▸ Exercise directions: Below are the entries; return every line among them that holds the word "Roselawn".

▸ Supplied records:
****************************************
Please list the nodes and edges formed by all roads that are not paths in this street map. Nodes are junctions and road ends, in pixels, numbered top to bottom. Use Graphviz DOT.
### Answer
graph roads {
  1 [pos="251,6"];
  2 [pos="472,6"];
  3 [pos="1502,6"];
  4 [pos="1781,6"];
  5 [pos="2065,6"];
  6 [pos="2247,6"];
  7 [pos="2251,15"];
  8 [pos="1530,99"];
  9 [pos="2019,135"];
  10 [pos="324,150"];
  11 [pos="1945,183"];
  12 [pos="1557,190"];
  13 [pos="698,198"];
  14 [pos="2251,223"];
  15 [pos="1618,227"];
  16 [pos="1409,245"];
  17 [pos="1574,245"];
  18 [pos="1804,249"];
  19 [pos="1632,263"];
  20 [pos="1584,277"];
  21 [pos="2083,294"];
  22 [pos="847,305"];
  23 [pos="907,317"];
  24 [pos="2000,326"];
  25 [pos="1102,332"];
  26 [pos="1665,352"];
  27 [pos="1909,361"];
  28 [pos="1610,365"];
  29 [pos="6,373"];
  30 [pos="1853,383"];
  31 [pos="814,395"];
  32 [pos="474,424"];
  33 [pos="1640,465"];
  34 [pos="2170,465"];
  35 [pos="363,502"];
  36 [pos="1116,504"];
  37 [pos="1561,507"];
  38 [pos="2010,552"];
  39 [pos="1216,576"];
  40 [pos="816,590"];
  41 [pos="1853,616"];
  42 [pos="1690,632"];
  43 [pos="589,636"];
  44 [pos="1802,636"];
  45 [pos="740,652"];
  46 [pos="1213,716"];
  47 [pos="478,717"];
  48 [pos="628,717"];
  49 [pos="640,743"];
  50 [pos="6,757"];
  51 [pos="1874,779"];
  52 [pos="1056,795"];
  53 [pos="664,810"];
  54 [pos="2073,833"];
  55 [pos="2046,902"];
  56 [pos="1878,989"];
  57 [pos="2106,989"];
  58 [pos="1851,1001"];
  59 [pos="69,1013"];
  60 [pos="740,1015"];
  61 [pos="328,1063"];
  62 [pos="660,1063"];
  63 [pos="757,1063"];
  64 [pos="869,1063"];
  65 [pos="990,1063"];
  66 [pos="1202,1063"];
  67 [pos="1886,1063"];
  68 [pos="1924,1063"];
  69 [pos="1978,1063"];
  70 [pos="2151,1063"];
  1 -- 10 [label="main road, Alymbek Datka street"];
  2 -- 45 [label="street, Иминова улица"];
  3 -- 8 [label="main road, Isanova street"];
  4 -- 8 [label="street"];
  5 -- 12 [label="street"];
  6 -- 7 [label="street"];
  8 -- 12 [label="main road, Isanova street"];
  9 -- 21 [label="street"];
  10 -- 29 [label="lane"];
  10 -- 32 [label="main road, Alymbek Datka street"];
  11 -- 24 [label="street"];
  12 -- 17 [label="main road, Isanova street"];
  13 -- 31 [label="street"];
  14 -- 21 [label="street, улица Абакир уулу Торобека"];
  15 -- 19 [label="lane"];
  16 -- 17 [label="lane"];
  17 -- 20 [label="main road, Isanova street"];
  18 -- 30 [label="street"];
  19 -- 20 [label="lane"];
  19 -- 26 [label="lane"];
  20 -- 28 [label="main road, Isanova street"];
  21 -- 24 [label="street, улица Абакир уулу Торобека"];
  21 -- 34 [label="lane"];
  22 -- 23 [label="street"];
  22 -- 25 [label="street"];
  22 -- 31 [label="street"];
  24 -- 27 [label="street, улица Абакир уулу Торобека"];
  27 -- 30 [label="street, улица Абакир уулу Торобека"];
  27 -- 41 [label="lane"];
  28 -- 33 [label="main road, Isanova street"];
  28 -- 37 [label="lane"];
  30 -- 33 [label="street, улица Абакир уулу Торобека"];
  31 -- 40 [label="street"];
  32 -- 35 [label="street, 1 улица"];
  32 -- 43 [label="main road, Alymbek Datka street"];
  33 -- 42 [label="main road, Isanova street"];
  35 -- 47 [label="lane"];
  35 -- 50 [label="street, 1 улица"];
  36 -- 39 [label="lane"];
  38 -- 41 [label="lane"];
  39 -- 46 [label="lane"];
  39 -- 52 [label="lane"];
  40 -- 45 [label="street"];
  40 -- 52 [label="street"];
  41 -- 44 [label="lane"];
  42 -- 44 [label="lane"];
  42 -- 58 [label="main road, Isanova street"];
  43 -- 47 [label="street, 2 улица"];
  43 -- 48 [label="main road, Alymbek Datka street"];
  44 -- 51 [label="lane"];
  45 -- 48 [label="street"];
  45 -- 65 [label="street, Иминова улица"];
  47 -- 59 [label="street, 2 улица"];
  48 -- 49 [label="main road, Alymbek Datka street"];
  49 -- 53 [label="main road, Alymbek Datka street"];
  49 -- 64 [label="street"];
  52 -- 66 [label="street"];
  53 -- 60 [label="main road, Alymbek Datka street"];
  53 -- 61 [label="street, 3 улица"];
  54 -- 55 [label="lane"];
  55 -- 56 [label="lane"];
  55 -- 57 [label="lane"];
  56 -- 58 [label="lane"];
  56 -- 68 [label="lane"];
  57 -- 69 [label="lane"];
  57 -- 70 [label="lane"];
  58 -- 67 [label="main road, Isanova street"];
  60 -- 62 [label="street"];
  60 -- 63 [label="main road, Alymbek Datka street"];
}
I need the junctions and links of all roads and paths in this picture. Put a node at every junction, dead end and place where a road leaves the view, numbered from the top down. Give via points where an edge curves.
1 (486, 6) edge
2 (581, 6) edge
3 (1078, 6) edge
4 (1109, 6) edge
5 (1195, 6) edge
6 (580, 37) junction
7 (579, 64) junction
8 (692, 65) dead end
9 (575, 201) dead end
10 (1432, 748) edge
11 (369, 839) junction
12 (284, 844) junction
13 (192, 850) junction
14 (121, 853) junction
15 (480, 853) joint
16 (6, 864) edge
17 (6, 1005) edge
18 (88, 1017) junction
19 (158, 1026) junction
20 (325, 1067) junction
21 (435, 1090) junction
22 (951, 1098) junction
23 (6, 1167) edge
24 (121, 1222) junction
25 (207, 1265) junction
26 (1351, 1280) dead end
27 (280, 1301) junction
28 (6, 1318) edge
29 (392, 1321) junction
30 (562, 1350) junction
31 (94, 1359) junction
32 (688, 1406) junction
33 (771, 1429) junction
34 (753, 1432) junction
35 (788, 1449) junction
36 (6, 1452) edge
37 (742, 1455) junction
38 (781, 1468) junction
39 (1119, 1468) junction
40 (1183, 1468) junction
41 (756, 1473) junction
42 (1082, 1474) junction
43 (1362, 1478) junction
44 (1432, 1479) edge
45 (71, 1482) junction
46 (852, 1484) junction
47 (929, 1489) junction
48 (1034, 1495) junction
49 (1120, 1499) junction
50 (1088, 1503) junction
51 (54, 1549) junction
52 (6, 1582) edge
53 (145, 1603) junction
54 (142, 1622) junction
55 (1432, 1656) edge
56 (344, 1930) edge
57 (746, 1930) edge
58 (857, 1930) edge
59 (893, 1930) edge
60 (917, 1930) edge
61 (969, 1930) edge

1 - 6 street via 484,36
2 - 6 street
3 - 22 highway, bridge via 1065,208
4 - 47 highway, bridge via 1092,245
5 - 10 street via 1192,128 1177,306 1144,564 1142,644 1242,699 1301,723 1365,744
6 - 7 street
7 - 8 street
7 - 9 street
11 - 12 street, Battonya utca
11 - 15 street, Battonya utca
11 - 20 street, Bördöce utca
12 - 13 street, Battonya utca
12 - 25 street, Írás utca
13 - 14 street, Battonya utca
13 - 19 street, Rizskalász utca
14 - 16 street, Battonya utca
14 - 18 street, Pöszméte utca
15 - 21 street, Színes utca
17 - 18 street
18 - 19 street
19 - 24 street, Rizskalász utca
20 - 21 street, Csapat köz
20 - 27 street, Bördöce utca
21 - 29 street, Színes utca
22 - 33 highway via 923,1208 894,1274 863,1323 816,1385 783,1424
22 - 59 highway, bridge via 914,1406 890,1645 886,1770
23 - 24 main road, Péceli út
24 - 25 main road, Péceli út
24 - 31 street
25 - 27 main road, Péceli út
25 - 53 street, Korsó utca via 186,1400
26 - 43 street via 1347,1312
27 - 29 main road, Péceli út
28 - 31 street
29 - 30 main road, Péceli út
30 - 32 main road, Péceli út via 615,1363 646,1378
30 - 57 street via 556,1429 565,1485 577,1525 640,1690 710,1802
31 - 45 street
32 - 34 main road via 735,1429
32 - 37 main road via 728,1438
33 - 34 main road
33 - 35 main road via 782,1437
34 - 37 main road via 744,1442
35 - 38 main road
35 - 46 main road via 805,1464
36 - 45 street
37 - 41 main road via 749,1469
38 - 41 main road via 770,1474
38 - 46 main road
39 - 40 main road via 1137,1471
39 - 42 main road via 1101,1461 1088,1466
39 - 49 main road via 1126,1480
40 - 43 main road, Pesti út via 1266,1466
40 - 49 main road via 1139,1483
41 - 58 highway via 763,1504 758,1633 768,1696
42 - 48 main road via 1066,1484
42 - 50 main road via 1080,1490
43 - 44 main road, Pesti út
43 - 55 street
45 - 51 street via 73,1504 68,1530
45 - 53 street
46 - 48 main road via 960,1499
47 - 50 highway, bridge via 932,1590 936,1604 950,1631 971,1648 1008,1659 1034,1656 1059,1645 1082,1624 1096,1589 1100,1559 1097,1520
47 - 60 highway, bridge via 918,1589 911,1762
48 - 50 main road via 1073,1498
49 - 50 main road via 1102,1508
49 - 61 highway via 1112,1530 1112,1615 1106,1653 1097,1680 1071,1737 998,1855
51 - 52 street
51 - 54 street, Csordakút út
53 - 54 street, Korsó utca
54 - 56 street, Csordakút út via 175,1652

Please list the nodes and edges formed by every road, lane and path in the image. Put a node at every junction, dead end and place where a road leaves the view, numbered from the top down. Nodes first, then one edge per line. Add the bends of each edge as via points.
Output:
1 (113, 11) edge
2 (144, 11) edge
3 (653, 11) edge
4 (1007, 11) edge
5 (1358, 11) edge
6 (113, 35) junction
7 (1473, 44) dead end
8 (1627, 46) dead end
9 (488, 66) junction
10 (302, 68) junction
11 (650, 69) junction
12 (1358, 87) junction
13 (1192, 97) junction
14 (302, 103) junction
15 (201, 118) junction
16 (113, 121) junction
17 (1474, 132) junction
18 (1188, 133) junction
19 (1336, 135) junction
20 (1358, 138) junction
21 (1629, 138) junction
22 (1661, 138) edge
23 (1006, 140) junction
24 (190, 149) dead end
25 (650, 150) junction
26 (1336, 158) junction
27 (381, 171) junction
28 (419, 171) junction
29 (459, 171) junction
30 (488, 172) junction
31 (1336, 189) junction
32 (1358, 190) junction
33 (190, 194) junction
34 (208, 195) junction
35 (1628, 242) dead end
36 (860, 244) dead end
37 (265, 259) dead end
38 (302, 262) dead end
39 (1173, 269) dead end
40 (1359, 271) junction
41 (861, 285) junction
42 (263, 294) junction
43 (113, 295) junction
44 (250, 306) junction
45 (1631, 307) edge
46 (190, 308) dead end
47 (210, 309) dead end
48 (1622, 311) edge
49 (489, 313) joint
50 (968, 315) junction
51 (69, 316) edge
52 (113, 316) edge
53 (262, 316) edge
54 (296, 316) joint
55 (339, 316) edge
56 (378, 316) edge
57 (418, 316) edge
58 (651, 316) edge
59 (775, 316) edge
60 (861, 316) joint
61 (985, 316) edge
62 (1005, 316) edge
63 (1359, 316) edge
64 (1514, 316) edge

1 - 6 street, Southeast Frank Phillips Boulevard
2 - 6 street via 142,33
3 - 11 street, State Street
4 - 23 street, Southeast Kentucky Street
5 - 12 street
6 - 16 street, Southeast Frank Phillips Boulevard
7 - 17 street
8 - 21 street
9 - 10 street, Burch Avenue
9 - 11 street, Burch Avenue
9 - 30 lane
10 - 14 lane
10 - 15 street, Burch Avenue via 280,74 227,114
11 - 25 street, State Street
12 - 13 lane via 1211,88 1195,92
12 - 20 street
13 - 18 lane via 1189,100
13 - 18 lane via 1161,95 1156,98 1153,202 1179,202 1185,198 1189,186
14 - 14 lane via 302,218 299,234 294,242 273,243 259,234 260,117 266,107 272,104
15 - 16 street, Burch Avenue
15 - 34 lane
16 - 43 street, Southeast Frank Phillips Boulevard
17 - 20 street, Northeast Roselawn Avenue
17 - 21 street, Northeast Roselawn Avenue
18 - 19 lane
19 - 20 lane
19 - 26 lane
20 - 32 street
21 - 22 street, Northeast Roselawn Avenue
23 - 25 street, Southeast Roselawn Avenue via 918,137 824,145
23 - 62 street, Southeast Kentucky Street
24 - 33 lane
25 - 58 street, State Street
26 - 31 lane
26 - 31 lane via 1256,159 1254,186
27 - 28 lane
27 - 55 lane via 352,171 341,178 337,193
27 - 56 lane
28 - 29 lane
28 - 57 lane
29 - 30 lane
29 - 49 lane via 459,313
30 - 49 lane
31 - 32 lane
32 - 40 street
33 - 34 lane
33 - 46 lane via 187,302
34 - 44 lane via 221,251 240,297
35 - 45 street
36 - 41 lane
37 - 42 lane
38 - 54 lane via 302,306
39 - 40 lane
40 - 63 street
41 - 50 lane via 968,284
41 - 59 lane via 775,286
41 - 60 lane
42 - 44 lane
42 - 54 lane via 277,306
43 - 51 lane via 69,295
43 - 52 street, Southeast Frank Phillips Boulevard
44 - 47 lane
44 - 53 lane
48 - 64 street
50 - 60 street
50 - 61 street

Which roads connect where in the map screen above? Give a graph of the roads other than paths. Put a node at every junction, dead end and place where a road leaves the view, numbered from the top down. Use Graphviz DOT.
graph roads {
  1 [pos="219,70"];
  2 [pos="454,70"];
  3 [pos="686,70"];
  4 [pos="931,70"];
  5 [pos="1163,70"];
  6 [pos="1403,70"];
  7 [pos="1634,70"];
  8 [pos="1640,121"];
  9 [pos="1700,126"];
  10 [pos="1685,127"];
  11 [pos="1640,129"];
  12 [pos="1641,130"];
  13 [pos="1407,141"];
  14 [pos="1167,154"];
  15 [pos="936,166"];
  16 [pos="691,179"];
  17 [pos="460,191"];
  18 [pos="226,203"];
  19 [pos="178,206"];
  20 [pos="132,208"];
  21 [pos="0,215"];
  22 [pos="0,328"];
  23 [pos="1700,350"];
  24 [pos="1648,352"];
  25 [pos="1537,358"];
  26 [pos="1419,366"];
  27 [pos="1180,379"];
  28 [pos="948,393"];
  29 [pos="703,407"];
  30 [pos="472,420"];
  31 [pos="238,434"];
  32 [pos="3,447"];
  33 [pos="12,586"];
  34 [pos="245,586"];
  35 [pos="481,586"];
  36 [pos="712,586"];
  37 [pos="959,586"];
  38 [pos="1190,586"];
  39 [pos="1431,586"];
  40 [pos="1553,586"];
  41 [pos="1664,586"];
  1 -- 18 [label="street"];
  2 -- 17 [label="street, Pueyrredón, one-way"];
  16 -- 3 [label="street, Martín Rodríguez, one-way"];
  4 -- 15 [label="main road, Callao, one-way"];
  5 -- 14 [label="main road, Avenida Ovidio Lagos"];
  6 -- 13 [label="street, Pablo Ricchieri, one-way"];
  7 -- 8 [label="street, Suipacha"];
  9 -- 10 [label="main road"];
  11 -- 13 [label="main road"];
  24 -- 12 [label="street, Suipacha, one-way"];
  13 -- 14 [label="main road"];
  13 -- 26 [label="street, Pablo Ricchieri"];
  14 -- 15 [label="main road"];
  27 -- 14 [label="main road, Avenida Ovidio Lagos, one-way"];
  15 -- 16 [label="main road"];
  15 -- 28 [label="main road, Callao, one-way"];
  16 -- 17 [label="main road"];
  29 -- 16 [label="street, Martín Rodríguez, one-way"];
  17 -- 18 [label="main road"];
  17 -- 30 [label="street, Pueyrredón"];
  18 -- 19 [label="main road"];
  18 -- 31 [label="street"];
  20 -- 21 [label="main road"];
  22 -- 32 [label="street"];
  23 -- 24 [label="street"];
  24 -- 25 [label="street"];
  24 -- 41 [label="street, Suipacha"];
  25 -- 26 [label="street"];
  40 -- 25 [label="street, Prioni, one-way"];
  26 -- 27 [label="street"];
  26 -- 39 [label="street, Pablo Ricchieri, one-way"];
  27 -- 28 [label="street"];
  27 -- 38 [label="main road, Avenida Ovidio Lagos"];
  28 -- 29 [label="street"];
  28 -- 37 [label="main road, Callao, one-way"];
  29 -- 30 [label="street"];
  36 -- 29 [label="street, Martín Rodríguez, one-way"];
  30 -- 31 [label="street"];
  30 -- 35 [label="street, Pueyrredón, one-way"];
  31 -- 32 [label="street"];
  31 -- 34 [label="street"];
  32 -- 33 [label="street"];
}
****************************************
▸ Output for this task:
17 - 20 street, Northeast Roselawn Avenue
17 - 21 street, Northeast Roselawn Avenue
21 - 22 street, Northeast Roselawn Avenue
23 - 25 street, Southeast Roselawn Avenue via 918,137 824,145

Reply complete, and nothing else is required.